Just how much are we spending on food? Don’t just count the dollars that ring up at the grocery store register. Also count the medical costs. Count the social cost. Count the future cost for our children. Now how much would you pay?
“If current trends continue, 1 out of 3 Americans will get type 2 diabetes in their lifetime. This includes 1 out of 2 African Americans and Latinos.”
That’s according to Lee Zukor, founder of SimpleGoodandTasty.com. You think you’re paying a lot in taxes now? The health problems created by bad food will make them dependent on the government, our government, for the basic necessities of life. What we eat is a leading cause of the health problems I’ve been talking about related to our food. If you think you’ve got it bad, imagine what it’s like for the millions of American living in poverty.
* People in poor areas often do not have access to fresh food.
* Good food often costs more money.
* Fast food restaurants target minority groups with their advertising dollars.
But it’s not just the poor who are facing a crisis. Actual incomes for middle and working class people are declining, meaning we all have less money to spend on food and other living expenses. And the simple fact is good food costs more. That means that even people who can afford better food don’t buy it.
“We’ve come to think of cheap food as our right, and the idea of paying more when we could pay less seems silly, almost un-American. We’re saving our money for the things we think are really important, like cable TV and betting on football games.”
But while we make appointments with the doctor and nutritionist, and even the undertaker, to deal with the problems that come from that cheap food, big agribusiness corporations are shoving our money in their pockets. We will pay for all that cheap food, sooner or later, one way or another.
It’s an uphill battle. We have first hand experience with the consequences of cheap but nutritionally poor food, of eating what tastes good because no one bothers to make what’s good for us also taste good. We face the partial myth that making good food not only costs more but takes a lot more time. And this goes beyond just the time to cook.
“Good food — pasture-raised, pesticide-free, grass-fed food — often grows more slowly than industrially raised food. Grass fed cattle need extra months to put on weight, for example.”
Okay, we’ll admit that going through the drive-through on the way home seems to take a lot less time than breaking out the pots and pans and cooking at home.
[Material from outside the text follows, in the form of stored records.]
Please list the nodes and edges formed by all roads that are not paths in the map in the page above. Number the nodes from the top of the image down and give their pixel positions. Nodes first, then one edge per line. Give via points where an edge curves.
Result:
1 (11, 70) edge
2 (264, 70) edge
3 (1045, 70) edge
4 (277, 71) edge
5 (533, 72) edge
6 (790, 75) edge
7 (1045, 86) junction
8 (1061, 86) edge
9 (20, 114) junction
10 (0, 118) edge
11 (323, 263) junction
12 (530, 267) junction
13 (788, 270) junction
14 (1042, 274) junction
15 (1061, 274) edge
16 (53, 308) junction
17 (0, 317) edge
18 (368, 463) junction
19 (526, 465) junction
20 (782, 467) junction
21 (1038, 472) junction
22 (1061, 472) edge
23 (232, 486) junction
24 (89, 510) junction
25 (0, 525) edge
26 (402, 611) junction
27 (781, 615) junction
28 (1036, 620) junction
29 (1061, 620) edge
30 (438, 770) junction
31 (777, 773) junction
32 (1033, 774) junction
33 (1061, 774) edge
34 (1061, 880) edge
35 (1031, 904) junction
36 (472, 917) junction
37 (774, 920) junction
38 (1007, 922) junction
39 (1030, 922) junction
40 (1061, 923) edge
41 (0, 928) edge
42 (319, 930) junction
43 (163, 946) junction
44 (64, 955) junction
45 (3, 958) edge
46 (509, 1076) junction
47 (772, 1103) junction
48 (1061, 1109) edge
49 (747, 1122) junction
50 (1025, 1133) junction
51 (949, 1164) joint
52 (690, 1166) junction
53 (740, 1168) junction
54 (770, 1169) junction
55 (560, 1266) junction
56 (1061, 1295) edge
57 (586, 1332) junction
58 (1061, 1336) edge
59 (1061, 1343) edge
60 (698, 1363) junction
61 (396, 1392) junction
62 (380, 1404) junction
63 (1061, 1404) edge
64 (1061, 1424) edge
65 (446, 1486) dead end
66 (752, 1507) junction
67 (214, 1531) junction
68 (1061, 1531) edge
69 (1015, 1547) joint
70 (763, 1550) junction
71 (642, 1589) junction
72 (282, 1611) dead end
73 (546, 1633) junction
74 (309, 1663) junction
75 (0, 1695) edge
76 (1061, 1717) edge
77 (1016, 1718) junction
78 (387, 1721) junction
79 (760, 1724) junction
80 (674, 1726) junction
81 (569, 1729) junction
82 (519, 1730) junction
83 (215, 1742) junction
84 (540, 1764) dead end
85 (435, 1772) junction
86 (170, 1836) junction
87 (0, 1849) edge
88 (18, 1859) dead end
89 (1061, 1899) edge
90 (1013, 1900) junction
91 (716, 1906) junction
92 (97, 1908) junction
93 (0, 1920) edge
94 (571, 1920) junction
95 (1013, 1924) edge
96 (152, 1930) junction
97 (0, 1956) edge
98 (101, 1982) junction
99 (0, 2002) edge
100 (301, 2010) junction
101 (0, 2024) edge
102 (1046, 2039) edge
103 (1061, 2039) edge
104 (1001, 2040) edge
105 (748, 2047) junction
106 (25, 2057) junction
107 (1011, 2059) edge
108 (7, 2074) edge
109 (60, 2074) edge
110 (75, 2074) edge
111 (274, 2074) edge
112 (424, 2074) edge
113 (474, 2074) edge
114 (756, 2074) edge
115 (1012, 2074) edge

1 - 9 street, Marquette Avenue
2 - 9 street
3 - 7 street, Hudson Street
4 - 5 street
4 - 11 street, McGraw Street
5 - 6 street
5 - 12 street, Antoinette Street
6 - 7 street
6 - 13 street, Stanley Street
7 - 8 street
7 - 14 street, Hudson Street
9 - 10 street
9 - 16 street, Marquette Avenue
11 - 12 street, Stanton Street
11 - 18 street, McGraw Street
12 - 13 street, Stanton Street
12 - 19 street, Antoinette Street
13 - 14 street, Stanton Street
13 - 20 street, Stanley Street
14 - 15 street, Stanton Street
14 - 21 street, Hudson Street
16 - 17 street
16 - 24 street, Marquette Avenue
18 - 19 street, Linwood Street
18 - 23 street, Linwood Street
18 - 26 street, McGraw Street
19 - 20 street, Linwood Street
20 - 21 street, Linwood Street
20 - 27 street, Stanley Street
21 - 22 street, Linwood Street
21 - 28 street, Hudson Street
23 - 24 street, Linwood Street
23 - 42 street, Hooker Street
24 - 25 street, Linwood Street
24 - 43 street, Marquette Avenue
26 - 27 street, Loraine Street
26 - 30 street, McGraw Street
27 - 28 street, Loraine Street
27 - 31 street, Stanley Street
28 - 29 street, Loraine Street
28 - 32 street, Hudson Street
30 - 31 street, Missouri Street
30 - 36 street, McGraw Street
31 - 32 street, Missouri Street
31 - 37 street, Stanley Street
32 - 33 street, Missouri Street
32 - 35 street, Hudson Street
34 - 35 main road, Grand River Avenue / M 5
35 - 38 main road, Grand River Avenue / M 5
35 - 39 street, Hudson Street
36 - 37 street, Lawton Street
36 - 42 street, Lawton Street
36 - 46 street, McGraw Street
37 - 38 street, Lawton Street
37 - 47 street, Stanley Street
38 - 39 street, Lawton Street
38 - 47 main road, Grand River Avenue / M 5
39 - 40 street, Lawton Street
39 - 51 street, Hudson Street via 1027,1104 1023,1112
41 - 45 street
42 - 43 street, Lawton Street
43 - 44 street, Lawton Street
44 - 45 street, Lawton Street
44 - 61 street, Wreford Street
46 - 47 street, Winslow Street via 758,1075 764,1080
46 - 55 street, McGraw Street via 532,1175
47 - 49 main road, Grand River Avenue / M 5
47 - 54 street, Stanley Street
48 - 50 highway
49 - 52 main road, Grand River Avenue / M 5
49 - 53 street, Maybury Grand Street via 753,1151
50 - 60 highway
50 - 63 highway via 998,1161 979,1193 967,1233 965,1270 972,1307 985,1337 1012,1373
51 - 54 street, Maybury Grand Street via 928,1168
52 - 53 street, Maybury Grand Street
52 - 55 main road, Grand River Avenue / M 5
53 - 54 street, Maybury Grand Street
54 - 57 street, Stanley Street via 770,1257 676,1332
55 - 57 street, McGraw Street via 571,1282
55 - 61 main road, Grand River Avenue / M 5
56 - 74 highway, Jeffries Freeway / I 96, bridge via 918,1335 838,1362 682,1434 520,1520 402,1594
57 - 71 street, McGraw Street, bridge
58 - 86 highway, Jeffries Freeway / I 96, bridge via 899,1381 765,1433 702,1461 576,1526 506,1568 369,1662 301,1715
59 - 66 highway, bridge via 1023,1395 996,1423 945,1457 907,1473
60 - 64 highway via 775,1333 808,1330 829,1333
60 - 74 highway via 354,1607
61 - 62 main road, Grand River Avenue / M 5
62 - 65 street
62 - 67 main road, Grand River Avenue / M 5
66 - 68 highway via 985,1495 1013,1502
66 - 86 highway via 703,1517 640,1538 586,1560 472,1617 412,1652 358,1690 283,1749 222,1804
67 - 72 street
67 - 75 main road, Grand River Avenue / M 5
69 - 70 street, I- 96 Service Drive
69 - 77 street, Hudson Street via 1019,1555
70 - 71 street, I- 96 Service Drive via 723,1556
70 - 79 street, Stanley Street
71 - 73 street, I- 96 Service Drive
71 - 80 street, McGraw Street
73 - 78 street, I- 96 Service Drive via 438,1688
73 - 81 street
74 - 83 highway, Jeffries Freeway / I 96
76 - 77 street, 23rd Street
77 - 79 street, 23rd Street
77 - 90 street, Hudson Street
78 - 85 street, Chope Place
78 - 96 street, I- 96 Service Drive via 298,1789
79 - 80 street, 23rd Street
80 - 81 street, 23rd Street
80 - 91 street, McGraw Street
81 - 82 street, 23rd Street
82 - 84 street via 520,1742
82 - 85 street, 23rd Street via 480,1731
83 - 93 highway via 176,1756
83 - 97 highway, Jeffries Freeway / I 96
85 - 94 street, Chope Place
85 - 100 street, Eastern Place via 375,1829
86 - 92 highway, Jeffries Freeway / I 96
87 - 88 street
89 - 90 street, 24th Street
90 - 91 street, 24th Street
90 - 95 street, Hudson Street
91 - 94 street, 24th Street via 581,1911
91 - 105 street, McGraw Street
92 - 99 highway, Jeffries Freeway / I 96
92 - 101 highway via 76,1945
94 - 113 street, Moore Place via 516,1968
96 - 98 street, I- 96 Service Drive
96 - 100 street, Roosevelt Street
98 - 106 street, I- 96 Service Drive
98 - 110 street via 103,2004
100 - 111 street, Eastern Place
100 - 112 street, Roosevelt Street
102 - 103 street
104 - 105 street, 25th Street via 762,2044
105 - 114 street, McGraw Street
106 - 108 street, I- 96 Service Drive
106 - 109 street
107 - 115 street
But the curious thing is that it doesn’t have to. That’s one of the points we’re trying to demonstrate in this blog.
Which is faster? Ordering a pizza delivery or making a fresh homemade pizza in your kitchen? Would you believe it takes exactly the same time! On our Recipes Page is a quick and easy pizza crust recipe. You can have fresh hot pizza from your own oven in just an hour. And you don’t have to use tomato sauce or stick to just the usual toppings. Be creative! Use up those leftovers!
So why don’t we do it? Zukor says part of our drive to bad food is that we see it as a treat we deserve.
“We work hard, and we deserve a treat. Many of us have been told what to do all day at work. We’ve been deprived of sunlight, of a flexible schedule, of meaningful work, of exercise, of all sorts of things that make us feel good and human. Bad food gives us the illusion of control, and it makes us feel good right away. Guilt and health concerns may come later, but right now we need a treat.”
That attitude starts early. Many parents are so concentrated about getting food into the kids, getting them to behave, getting them to be quiet, they don’t think about the quality of the food.
And on top of all that, there’s this belief that our food supply is safe. We believe that those processed and take-out foods are properly inspected and controlled. Sorry, but that’s just not true. Remember all those hamburger scares a few years ago from meat in fast food restaurants? How about the recent romaine lettuce recall for contamination of e. coli bacteria? That lettuce wasn’t sent to supermarkets, but to commercial and industrial kitchens: hospitals, restaurants, cafeterias and the like.
I’ve said it before and I’ll say it again: the life you save could be your own. Why do I keep harping on this? Because so few people out there are talking about it. I think this is a big deal. It’s important not just to our own personal health and the health of our families, but for the cost to our society. That cost is not just in dollars, but in lives, talent, genius and all the things that make a people great.